My mother’s hands were always busy.
If she wasn’t cooking, cleaning
or washing clothes she was crocheting
coverlets, tablecloths, doilies and afghans.
Crocheting one granny square at a time
she made a pink and white bedspread
for the double bed in her sunny bedroom
with the pink and white wallpaper.
Sitting upright in her recliner
she kept her hands busy
crocheting and knitting
the winters away.
During her declining years
my mother used color
to see her through
the long winters of her life.
She made baby afghans
in pinks, whites and blues
for every new grandchild
and other babies as well.
When her grandchildren went
to college she made multicolored
afghans for each of them to use
for a “crying blanket.”
When each grandchild married,
she made a specially designed afghan
for the bride and groom.
No two were the same.
When the supply of marriages
and grandchildren was exhausted
She made lap robes for the elderly
who lived in nursing homes.
When the American Legion’s Women’s
Auxiliary held their annual fund-raiser,
she crocheted a special afghan
for them to raffle off.
When my mother was in her 80s
she had no idea how many afghans
she’d made in her lifetime.
She thought it must be over one hundred.
On one occasion
when my mother was visiting me
she asked, “Who made that afghan
on the back of the chair?”
“You did.” I said smiling. “No, I didn’t.

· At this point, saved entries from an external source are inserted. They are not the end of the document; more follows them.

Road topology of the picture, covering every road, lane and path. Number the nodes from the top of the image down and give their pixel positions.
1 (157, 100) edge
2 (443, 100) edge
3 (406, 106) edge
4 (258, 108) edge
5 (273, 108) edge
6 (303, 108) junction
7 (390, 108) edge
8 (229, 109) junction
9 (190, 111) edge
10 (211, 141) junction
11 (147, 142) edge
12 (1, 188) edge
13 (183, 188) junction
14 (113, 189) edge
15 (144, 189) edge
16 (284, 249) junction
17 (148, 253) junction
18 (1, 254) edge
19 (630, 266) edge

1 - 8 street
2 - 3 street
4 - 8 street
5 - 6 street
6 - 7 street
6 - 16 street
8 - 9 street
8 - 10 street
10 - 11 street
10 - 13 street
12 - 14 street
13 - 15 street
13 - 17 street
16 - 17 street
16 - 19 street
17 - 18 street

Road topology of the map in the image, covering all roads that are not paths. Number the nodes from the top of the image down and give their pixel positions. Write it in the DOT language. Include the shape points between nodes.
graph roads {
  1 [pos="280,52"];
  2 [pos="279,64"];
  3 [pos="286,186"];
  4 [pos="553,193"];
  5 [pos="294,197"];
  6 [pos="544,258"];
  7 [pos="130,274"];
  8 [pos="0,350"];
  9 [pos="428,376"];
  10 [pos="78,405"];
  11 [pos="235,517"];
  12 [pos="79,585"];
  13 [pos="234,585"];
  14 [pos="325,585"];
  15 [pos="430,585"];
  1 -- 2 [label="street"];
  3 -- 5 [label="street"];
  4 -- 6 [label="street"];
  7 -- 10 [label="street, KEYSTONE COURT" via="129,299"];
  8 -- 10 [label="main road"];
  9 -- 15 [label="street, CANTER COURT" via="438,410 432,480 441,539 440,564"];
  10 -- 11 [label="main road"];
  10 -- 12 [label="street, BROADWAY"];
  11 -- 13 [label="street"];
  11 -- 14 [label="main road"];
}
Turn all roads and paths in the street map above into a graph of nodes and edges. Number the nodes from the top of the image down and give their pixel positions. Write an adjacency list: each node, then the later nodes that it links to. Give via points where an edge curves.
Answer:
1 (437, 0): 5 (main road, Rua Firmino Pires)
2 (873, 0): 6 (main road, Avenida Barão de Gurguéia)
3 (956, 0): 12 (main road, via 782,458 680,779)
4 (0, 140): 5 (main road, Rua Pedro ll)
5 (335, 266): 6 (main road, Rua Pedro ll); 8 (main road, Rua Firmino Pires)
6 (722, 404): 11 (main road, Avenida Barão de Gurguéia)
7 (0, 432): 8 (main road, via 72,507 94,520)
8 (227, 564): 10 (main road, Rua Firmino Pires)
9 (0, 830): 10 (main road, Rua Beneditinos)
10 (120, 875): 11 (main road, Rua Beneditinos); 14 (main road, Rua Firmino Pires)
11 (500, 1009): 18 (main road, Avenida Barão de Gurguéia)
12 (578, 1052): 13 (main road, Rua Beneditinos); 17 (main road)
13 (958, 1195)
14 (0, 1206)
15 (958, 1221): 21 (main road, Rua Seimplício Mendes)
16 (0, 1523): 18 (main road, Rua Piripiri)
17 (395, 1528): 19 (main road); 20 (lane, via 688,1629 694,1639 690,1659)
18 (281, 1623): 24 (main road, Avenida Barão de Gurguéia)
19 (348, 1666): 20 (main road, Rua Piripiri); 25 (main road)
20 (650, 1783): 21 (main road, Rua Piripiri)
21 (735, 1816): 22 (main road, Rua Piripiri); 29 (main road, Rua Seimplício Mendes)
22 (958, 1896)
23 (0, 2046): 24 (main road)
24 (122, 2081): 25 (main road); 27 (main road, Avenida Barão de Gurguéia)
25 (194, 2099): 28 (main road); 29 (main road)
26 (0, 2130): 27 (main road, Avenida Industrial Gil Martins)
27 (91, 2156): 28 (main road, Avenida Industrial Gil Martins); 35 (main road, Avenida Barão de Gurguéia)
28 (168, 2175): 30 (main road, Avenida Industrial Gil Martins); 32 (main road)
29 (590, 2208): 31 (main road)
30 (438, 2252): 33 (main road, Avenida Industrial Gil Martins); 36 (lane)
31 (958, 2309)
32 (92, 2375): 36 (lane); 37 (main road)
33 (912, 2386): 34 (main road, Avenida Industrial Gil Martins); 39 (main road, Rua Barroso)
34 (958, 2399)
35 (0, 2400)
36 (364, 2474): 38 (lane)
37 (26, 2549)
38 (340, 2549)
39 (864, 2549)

I never made that one.” she insisted.
My mother was always right so I didn’t argue
with her, but in my heart I was 101 percent sure
she’d made that afghan. No one else had ever
given me one. She’d made so many
in her lifetime she no longer remembered
what they all looked like.
When I was an adult I wanted
to follow in my mother’s footsteps
and learn, at the very least, to crochet
one granny square before I died.
I asked my mother to teach me, but
She soon lost patience and dismissed me
with, “Laura learns much faster than you.”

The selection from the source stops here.